В. набоков, американские годы, перцептивная образность, межкультурная коммуникация, писательская идентичность, интертекст

Короткий адрес: https://sciup.org/147246101

IDR: 147246101   |   DOI: 10.17072/2073-6681-2024-3-130-137

Текст научной статьи Художник-шпион в рассказе В. Набокова «Ассистент режиссера»: репрезентация сенсорного и эстетического опыта

Переход на английский язык, смена читательской среды – ключевой мотив творческой биографии В. Набокова, определяющий его имидж писателя-классика двух литератур. Ученые приходят к выводу, что в американские годы В. Набоков продолжает совершенствовать свою художественную систему: экспериментирует с пространственно-временной структурой произведений [Heard 2016: 151], сопоставляет национальные литературные традиции [Meyer 1988: 4]. Как отмечает О. Воронина, диалог с англоязычной читательской аудиторией требует от писателя больших усилий по преодолению коммуникативного барьера [Voronina 2017: 46].

В свете изучения художественных экспериментов В. Набокова, его стратегий коммуникации с американским читателем научную проблему представляет интерпретация первого англоязычного рассказа «Ассистент режиссера» (1943).

Литературоведы подчеркивают особый статус рассказа в творчестве писателя: это единственное произведение В. Набокова, где в основе сюжета лежит исторический факт – арест популярной певицы Надежды Плевицкой за шпионаж.
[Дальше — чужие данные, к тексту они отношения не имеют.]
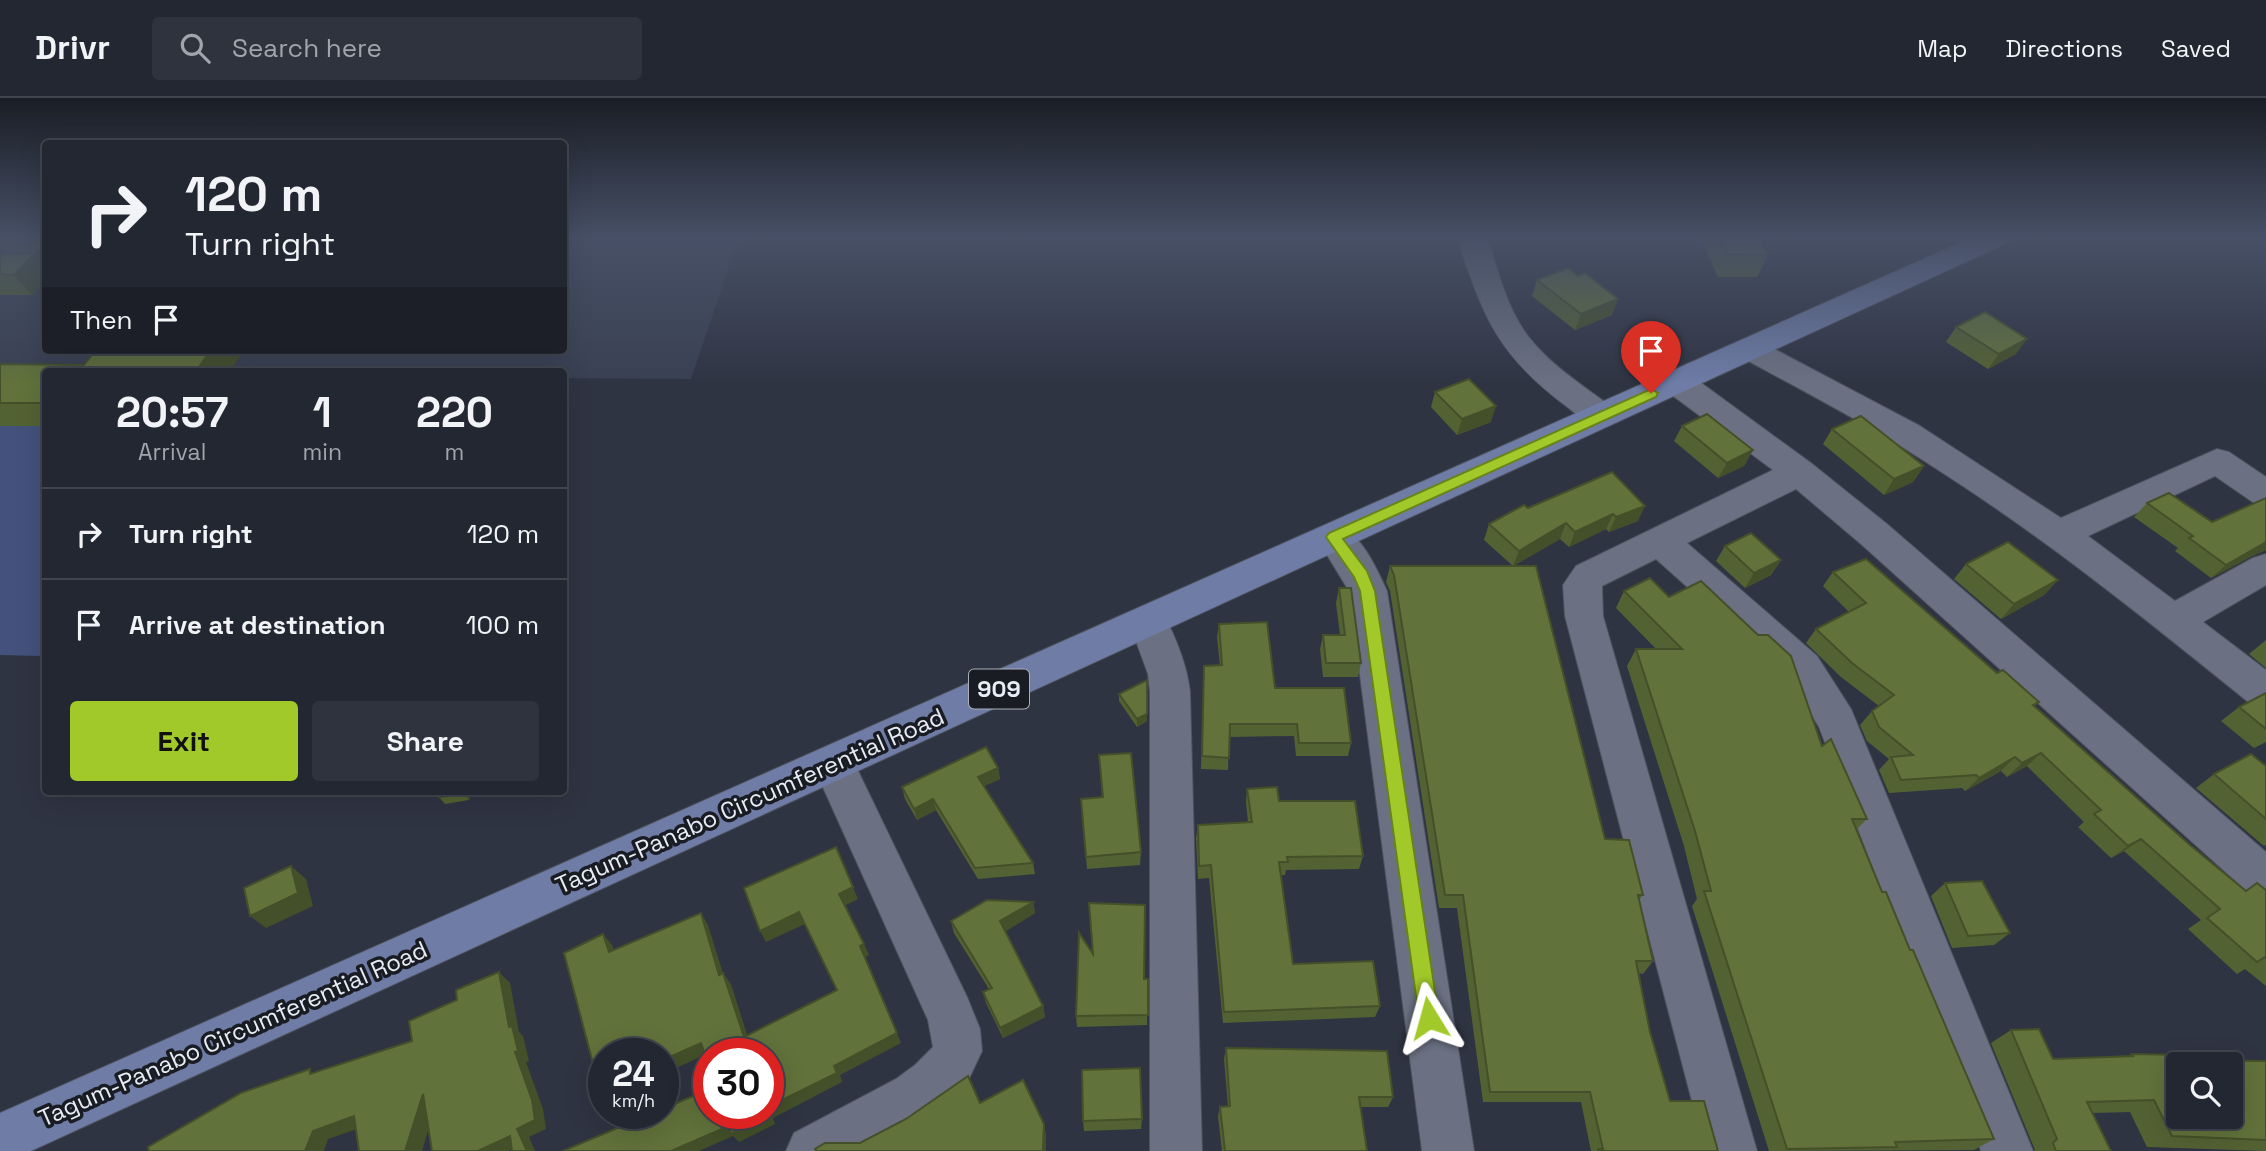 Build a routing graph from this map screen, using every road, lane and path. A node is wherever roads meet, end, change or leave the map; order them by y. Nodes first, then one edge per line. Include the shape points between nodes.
1 (1489, 286) edge
2 (1889, 286) edge
3 (1750, 349) junction
4 (1677, 382) junction
5 (1601, 416) junction
6 (1799, 472) junction
7 (2266, 494) edge
8 (2059, 534) junction
9 (1334, 537) junction
10 (1660, 541) junction
11 (2266, 568) edge
12 (2173, 620) junction
13 (1148, 622) junction
14 (2266, 693) edge
15 (833, 763) junction
16 (2266, 880) edge
17 (0, 1139) edge
18 (812, 1151) edge
19 (1176, 1151) edge
20 (1448, 1151) edge
21 (1731, 1151) edge
22 (2007, 1151) edge

1 - 5 street via 1515,341 1535,364
2 - 3 main road, Tagum-Panabo Circumferential Road / 909
3 - 4 main road, Tagum-Panabo Circumferential Road / 909
3 - 8 street via 1958,465
4 - 5 main road, Tagum-Panabo Circumferential Road / 909
4 - 6 street
5 - 9 main road, Tagum-Panabo Circumferential Road / 909
6 - 10 street
6 - 16 street
7 - 8 street via 2217,461
8 - 12 street
9 - 13 main road, Tagum-Panabo Circumferential Road / 909
9 - 20 street via 1368,591
10 - 21 street via 1589,576 1582,585 1581,599
10 - 22 street via 1803,667 1822,694 1837,721
11 - 12 street
12 - 14 street
13 - 15 main road, Tagum-Panabo Circumferential Road / 909
13 - 19 street via 1170,692
15 - 17 main road, Tagum-Panabo Circumferential Road / 909
15 - 18 street via 950,1014 957,1055 946,1073 928,1088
В. Набоков создает гротескный образ мира русских эмигрантов и впервые на английском языке исследует тему пошлости [Quinn 2002: 77–78]: история разоблачения тройного агента Голубкова и его жены Славски представлена как сюжет тривиального шпионского фильма. Как американский кинематограф не способен передать реальность прошлого [Parker 2022: 184], так и материальные артефакты памяти – фотография героини, вычурная медаль, брошь, аметистовая статуэтка – не способны зафиксировать живые воспоминания о России. Мир дешевой мелодрамы и пространство воспоминания передаются через 1) совмещение режимов восприятия – условно-достоверного, опирающегося на воспоминания, и кинематографического, 2) «размывание границ между повествовательными инстанциями» [Романова 2005: 22].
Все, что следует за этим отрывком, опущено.